Netflix’s weighty new show follows thumpingly authoritative author Michael Pollan as he outlines the benefits of psychedelic drugs such as MDMA and mescaline. It’s hugely eloquent and convincing
The last time I tried watching a show about psychedelic drugs, it didn’t end well. About a year ago, I watched something called Fantastic Fungi, which started off as a pleasant excuse for lots of time-lapse mushroom footage, but ended up as a fairly aggressive paean to the benefits of magic mushrooms. It was so effective that, by the time it finished, I was convinced enough to decide that I was definitely going to take up microdosing. But that didn’t work out because, like an idiot, I tried buying mushrooms online from the Netherlands. Long story short, I quickly received a letter from the UK Border Force saying – and I’m only slightly paraphrasing – “Hey dummy, we’ve got those drugs that you just tried to buy in the stupidest way imaginable, and we’re keeping them.” So I gave up.
Based on his 2018 book How to Change Your Mind: What the New Science of Psychedelics Teaches Us About Consciousness, Dying, Addiction, Depression, and Transcendence, the series offers a God’s eye view of the creation, prohibition and resurgence of four different psychedelic drugs: LSD, psilocybin, MDMA and mescaline. Taken alone the book was an absolute gamechanger, correcting some of the more virulent myths about psychedelics and opening the door to their potential ability to treat everything from depression to PTSD. Pollan’s book has already gained so much influence that this newspaper alone covers the new wave of psychedelics on a near monthly basis.
For the stragglers who haven’t caught up (I’m one of them), the series offers to send the book’s teachings into the stratosphere. Pollan is already an accomplished broadcaster – along with Samin Nosrat’s Salt Fat Acid Heat, his previous Netflix series, Cooked, helped to revitalise a food show genre that had long been threatening to wilt into an empty lifestyle echo chamber – but this is a much weightier affair.
Aside from an opening scene that seems designed to weed out the wrong type of viewer – it sees Pollan, a man in his 60s, taking a tobacco trip where he snorts it as part of a ritual (apparently it’s psychoactive) while a woman who bills herself as a “wisdom keeper” chants in Spanish and special effects make his body look like it’s pulsating with lightning – How to Change Your Mind sensibly skews away from the counterculture. The first time we see anyone being altered by psychedelics, for example, it’s in the most sterile environment imaginable: where a man lies stock still in the hushed confines of a Swiss hospital room as part of a medical test.
And this is how it continues. The name of longstanding advocate of psychedelics Timothy Leary is offered as an afterthought, while a long segment is given over to Albert Hofmann, the chemist who first synthesised LSD. We don’t hear much about, say, John Lennon in the psilocybin episode, but we learn a lot about R Gordon Wasson, the JP Morgan banker whose interest in edible fungus led to the introduction of the magic mushroom to the western world. We see brain scans and learn about studies. Far from being a fun thing to do at the weekend, we’re told that these compounds can help terminal cancer patients lose their fear of death. It’s that profound.

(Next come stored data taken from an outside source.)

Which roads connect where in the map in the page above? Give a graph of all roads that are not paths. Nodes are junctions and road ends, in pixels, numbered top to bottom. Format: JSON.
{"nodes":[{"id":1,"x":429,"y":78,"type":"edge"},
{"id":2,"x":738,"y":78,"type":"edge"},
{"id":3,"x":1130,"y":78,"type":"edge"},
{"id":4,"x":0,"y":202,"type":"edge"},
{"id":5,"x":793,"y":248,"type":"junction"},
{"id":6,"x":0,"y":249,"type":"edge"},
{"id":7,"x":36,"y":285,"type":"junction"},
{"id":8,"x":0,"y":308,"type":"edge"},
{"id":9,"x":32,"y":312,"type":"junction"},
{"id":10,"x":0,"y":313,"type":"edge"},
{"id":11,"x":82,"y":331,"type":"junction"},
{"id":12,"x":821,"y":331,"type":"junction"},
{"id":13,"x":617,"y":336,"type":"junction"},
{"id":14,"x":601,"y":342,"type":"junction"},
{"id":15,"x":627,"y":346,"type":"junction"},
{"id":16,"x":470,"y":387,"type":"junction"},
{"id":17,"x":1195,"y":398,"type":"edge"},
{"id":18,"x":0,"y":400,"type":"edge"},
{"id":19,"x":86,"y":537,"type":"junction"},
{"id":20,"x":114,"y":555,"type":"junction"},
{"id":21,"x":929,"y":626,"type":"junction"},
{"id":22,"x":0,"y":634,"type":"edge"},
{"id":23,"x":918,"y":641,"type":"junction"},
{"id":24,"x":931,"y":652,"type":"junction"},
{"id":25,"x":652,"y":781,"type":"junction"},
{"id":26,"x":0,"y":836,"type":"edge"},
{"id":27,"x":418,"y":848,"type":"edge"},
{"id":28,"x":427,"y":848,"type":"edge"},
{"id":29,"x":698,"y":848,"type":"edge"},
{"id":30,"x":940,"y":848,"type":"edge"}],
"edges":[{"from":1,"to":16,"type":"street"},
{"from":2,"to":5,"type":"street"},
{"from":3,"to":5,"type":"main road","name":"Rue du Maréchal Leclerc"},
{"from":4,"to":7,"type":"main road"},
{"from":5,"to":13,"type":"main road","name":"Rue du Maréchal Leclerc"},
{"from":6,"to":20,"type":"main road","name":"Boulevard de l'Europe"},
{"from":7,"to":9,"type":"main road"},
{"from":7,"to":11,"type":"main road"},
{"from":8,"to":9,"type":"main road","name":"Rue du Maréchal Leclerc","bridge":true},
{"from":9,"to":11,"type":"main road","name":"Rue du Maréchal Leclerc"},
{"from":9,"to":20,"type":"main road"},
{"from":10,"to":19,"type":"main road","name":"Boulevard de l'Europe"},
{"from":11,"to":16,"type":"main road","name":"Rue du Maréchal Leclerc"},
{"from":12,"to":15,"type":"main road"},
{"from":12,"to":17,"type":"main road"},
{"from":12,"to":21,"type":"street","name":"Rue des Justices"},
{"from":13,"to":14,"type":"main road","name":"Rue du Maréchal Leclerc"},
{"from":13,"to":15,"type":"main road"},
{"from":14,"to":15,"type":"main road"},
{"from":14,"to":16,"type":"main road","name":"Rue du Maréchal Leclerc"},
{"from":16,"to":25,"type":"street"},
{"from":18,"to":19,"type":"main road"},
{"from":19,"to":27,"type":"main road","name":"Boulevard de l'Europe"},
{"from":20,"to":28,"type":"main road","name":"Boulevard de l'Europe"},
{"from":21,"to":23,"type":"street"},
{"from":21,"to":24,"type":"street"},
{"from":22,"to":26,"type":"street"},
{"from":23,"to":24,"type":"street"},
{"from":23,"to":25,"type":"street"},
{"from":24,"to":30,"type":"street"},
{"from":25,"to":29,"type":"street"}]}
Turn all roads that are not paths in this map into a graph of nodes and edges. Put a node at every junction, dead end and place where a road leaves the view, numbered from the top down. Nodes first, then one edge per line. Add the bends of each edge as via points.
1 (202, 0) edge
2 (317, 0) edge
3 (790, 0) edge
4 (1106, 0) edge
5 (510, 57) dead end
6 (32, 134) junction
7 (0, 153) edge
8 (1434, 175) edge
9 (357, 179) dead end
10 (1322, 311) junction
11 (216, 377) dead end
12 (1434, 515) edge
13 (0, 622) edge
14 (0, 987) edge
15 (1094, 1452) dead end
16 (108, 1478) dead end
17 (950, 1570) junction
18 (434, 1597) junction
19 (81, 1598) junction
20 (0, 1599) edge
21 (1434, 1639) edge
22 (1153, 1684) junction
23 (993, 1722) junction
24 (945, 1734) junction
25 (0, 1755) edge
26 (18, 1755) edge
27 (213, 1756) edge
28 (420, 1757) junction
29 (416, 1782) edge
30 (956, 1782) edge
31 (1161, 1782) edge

Perhaps the smartest thing about How to Change Your Mind, however, is the restraint with which Pollan inserts himself into the narrative. His own story with psychedelics is fascinating – he ignored them for most of his life, only starting to experiment with them in his mid-60s – but that isn’t what this show is about. Instead, the bulk of the advocacy here comes in the form of compassionate case studies, featuring people with anxiety or OCD, who try these drugs (often in clinical settings) and are, if not always cured, then helped considerably.
When he does step in, though, it’s usually at the end of each episode, where he describes his experiences on each drug. This has the potential to be extraordinarily excruciating – nothing is quite as dull as listening to people tell their drug stories – but Pollan’s innate eloquence means that it’s both erudite and convincing. He is a man of such thumping authority that, when he explains the feeling of childlike awe he experienced on LSD, you can’t help but take him seriously.
Obviously a series like this has to be careful with its claims – which might explain why it comes bookended with medical disclaimers and mental health advice – but, like the book, its potential for change is extraordinary. At the very least it stands to push the conversation surrounding psychedelic therapy forward a couple of steps. We won’t know the show’s full impact for a few years, but it will be significant.